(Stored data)
▬▬▬▬▬▬

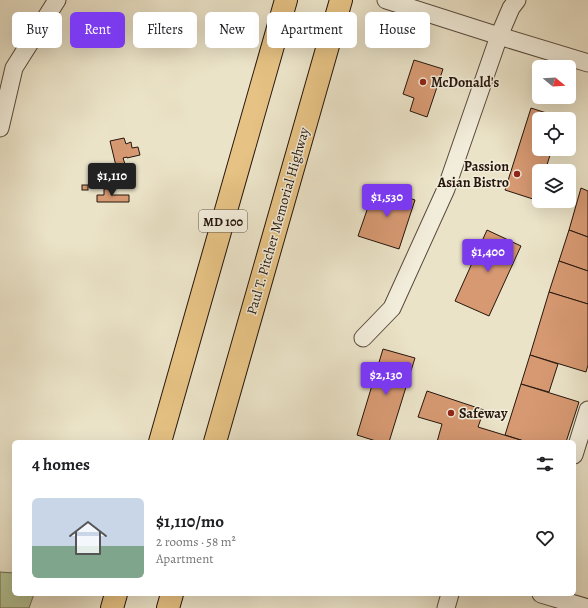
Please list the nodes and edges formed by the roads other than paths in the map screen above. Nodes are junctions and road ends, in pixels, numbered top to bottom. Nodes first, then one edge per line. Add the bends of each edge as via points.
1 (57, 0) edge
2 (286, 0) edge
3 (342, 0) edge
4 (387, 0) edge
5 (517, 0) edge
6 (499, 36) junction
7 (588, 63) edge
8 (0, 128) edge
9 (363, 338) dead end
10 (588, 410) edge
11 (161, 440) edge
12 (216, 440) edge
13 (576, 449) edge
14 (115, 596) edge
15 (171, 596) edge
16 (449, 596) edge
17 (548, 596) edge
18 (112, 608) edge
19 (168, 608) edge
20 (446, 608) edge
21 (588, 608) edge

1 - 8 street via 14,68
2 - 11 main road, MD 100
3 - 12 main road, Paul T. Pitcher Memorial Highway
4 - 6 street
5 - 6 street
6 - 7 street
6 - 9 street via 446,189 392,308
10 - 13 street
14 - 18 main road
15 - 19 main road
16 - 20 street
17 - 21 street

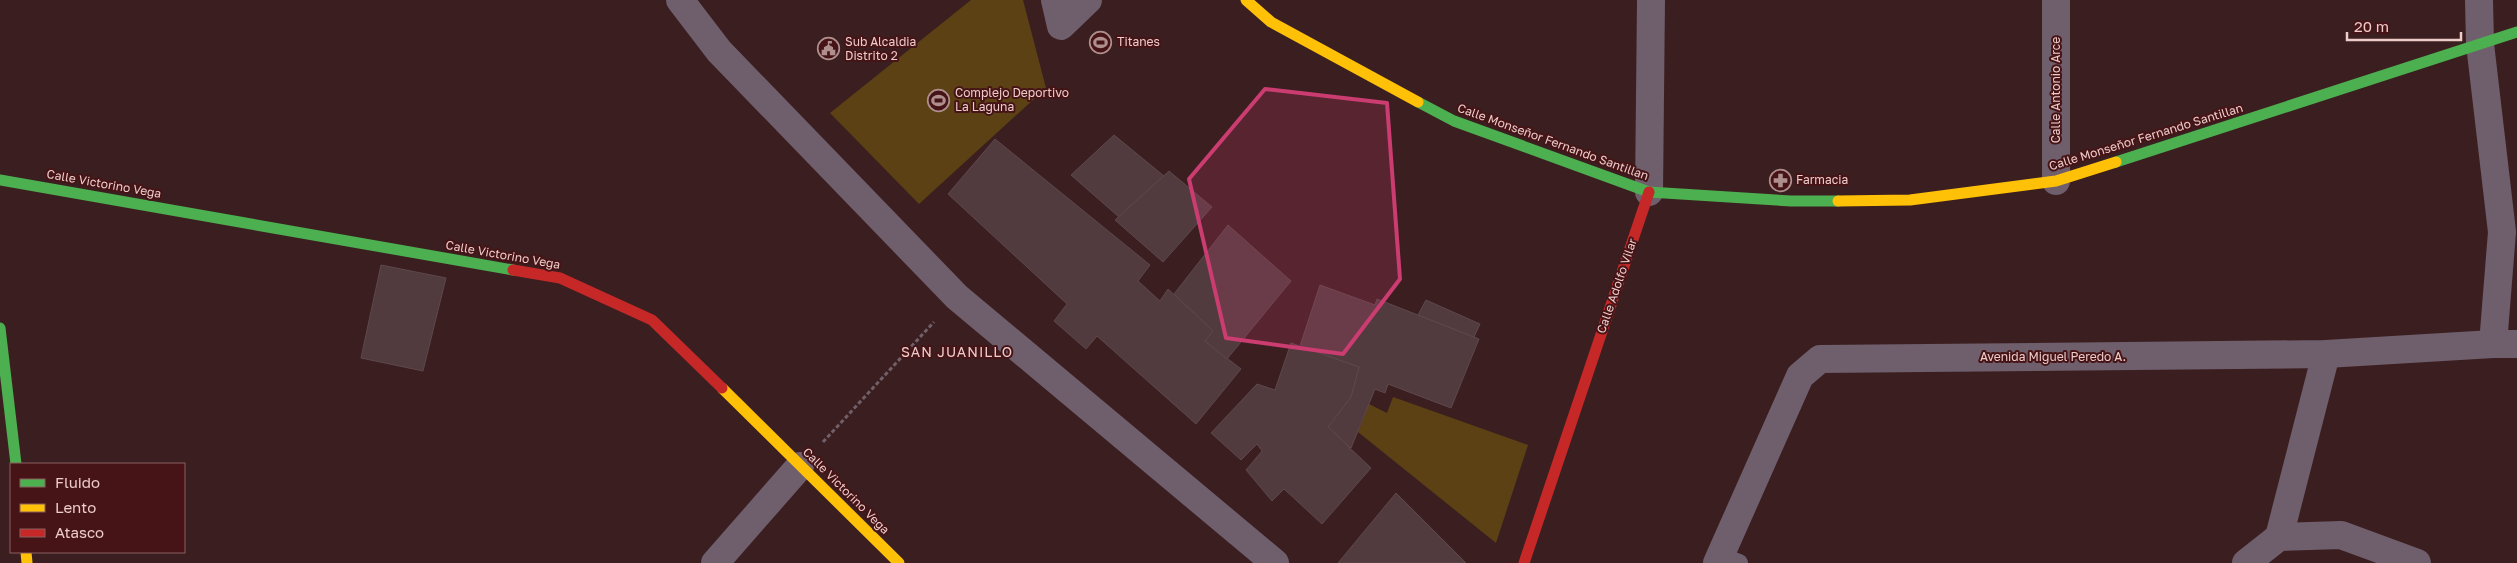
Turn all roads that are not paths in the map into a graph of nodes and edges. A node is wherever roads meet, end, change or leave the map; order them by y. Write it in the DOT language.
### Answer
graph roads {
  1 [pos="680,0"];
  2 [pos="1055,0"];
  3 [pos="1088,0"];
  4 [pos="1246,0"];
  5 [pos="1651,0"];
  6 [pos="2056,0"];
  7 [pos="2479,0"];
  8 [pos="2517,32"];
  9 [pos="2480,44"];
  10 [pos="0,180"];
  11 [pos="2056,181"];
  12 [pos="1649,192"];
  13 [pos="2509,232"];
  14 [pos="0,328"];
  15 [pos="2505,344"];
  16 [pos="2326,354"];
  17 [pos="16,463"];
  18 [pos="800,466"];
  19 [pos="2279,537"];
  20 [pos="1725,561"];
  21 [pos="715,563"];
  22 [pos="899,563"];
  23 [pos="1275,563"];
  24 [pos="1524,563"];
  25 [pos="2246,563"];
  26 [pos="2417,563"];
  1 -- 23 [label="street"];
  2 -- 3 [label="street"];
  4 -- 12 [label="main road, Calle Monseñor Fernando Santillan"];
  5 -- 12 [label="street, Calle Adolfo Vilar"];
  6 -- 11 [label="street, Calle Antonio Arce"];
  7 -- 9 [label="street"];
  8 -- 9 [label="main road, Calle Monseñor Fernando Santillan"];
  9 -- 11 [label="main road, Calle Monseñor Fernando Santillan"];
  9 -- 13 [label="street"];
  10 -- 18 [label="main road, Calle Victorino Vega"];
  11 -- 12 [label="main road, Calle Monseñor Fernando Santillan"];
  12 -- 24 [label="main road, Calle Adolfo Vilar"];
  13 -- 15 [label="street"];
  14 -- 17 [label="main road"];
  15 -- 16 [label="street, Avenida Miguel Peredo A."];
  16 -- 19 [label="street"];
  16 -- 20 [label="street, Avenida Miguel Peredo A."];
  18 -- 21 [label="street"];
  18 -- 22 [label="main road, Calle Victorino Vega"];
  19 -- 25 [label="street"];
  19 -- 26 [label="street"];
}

▬▬▬▬▬▬

* _How to complete this task_
Output each line of the records exactly. Any picture is skipped.

* _Response box_
Please list the nodes and edges formed by the roads other than paths in the map screen above. Nodes are junctions and road ends, in pixels, numbered top to bottom. Nodes first, then one edge per line. Add the bends of each edge as via points.
1 (57, 0) edge
2 (286, 0) edge
3 (342, 0) edge
4 (387, 0) edge
5 (517, 0) edge
6 (499, 36) junction
7 (588, 63) edge
8 (0, 128) edge
9 (363, 338) dead end
10 (588, 410) edge
11 (161, 440) edge
12 (216, 440) edge
13 (576, 449) edge
14 (115, 596) edge
15 (171, 596) edge
16 (449, 596) edge
17 (548, 596) edge
18 (112, 608) edge
19 (168, 608) edge
20 (446, 608) edge
21 (588, 608) edge

1 - 8 street via 14,68
2 - 11 main road, MD 100
3 - 12 main road, Paul T. Pitcher Memorial Highway
4 - 6 street
5 - 6 street
6 - 7 street
6 - 9 street via 446,189 392,308
10 - 13 street
14 - 18 main road
15 - 19 main road
16 - 20 street
17 - 21 street

Turn all roads that are not paths in the map into a graph of nodes and edges. A node is wherever roads meet, end, change or leave the map; order them by y. Write it in the DOT language.
### Answer
graph roads {
  1 [pos="680,0"];
  2 [pos="1055,0"];
  3 [pos="1088,0"];
  4 [pos="1246,0"];
  5 [pos="1651,0"];
  6 [pos="2056,0"];
  7 [pos="2479,0"];
  8 [pos="2517,32"];
  9 [pos="2480,44"];
  10 [pos="0,180"];
  11 [pos="2056,181"];
  12 [pos="1649,192"];
  13 [pos="2509,232"];
  14 [pos="0,328"];
  15 [pos="2505,344"];
  16 [pos="2326,354"];
  17 [pos="16,463"];
  18 [pos="800,466"];
  19 [pos="2279,537"];
  20 [pos="1725,561"];
  21 [pos="715,563"];
  22 [pos="899,563"];
  23 [pos="1275,563"];
  24 [pos="1524,563"];
  25 [pos="2246,563"];
  26 [pos="2417,563"];
  1 -- 23 [label="street"];
  2 -- 3 [label="street"];
  4 -- 12 [label="main road, Calle Monseñor Fernando Santillan"];
  5 -- 12 [label="street, Calle Adolfo Vilar"];
  6 -- 11 [label="street, Calle Antonio Arce"];
  7 -- 9 [label="street"];
  8 -- 9 [label="main road, Calle Monseñor Fernando Santillan"];
  9 -- 11 [label="main road, Calle Monseñor Fernando Santillan"];
  9 -- 13 [label="street"];
  10 -- 18 [label="main road, Calle Victorino Vega"];
  11 -- 12 [label="main road, Calle Monseñor Fernando Santillan"];
  12 -- 24 [label="main road, Calle Adolfo Vilar"];
  13 -- 15 [label="street"];
  14 -- 17 [label="main road"];
  15 -- 16 [label="street, Avenida Miguel Peredo A."];
  16 -- 19 [label="street"];
  16 -- 20 [label="street, Avenida Miguel Peredo A."];
  18 -- 21 [label="street"];
  18 -- 22 [label="main road, Calle Victorino Vega"];
  19 -- 25 [label="street"];
  19 -- 26 [label="street"];
}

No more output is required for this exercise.